The Birth of Milton Keynes

Half a century ago, most of North Bucks was in agricultural use. The small railway town of Wolverton, developed in the 19th century, was the only town of any significance, although smaller market towns such as Stony Stratford, Olney, Newport Pagnell and Fenny Stratford might quarrel with that assessment. Bletchley had developed at a pace since the end of World War II.

In the 1960s the government was seeking to build a large new town to accommodate a rising population. Several locations were considered but North Bucks seemed to be leading the way, and in January 1967 the new town, to be named Milton Keynes, was announced.

Since then the new town has reached its projected target population of 250,000 and is still growing.

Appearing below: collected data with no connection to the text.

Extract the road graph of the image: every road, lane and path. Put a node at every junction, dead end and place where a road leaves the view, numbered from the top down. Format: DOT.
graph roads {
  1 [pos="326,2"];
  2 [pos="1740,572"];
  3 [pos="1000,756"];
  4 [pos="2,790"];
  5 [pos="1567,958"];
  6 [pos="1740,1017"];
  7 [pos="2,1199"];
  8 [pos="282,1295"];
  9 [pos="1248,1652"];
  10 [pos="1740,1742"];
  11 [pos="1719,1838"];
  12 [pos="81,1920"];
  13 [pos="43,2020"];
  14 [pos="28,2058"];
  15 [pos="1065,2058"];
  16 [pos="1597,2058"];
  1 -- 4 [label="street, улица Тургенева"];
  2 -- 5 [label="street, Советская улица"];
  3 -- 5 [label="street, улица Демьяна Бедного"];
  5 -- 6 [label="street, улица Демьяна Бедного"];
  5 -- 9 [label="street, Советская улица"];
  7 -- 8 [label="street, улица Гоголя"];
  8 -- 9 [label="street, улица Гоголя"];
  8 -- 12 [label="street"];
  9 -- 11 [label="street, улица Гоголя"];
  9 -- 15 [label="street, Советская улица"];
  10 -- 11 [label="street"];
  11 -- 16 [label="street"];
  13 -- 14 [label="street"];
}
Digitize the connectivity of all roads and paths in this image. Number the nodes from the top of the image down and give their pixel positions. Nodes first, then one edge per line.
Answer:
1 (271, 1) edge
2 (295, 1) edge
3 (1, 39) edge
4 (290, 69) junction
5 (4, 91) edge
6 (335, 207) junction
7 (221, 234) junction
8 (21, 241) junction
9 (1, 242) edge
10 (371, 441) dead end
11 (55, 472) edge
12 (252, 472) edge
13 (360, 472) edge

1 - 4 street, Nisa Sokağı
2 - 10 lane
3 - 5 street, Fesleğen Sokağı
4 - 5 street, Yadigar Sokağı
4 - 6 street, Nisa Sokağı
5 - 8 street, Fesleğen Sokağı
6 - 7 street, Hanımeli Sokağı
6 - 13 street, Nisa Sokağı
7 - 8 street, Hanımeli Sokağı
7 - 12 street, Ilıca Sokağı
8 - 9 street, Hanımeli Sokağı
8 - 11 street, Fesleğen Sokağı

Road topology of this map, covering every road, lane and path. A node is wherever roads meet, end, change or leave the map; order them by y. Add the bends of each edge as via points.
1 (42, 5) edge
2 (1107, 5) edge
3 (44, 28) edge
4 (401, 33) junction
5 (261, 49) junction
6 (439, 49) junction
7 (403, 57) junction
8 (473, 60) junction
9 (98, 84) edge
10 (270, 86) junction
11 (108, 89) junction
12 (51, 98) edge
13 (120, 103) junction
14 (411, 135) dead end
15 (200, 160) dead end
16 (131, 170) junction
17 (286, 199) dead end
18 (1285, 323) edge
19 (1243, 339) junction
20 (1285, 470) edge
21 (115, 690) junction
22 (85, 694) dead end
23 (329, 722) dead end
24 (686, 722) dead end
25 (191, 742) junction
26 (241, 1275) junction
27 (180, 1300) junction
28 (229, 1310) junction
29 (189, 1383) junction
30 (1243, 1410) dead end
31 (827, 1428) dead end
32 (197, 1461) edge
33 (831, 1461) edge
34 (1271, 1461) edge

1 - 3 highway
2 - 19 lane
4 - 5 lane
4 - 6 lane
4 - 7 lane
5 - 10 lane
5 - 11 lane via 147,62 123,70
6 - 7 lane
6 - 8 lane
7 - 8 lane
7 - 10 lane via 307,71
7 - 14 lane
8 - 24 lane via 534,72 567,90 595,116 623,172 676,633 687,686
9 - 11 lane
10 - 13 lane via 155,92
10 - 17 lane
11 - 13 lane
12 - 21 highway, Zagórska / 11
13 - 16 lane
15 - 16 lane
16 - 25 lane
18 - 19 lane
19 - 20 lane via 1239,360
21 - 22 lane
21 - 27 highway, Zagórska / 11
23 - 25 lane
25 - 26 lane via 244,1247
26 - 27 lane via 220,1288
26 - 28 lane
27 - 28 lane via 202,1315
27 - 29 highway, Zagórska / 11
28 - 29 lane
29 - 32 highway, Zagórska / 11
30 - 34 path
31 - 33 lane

John Taylor has embarked on a series of books describing the genesis of Milton Keynes and will be completed in three or four volumes. Volume 1, Decision, details the political wrangling leading u to the January 1967 decision; Volume 2, The Master Plan, describes how the Development Corporation and leading town planners developed a framework and a plan for the new town. Further volumes will detail the implementation and development of the new town.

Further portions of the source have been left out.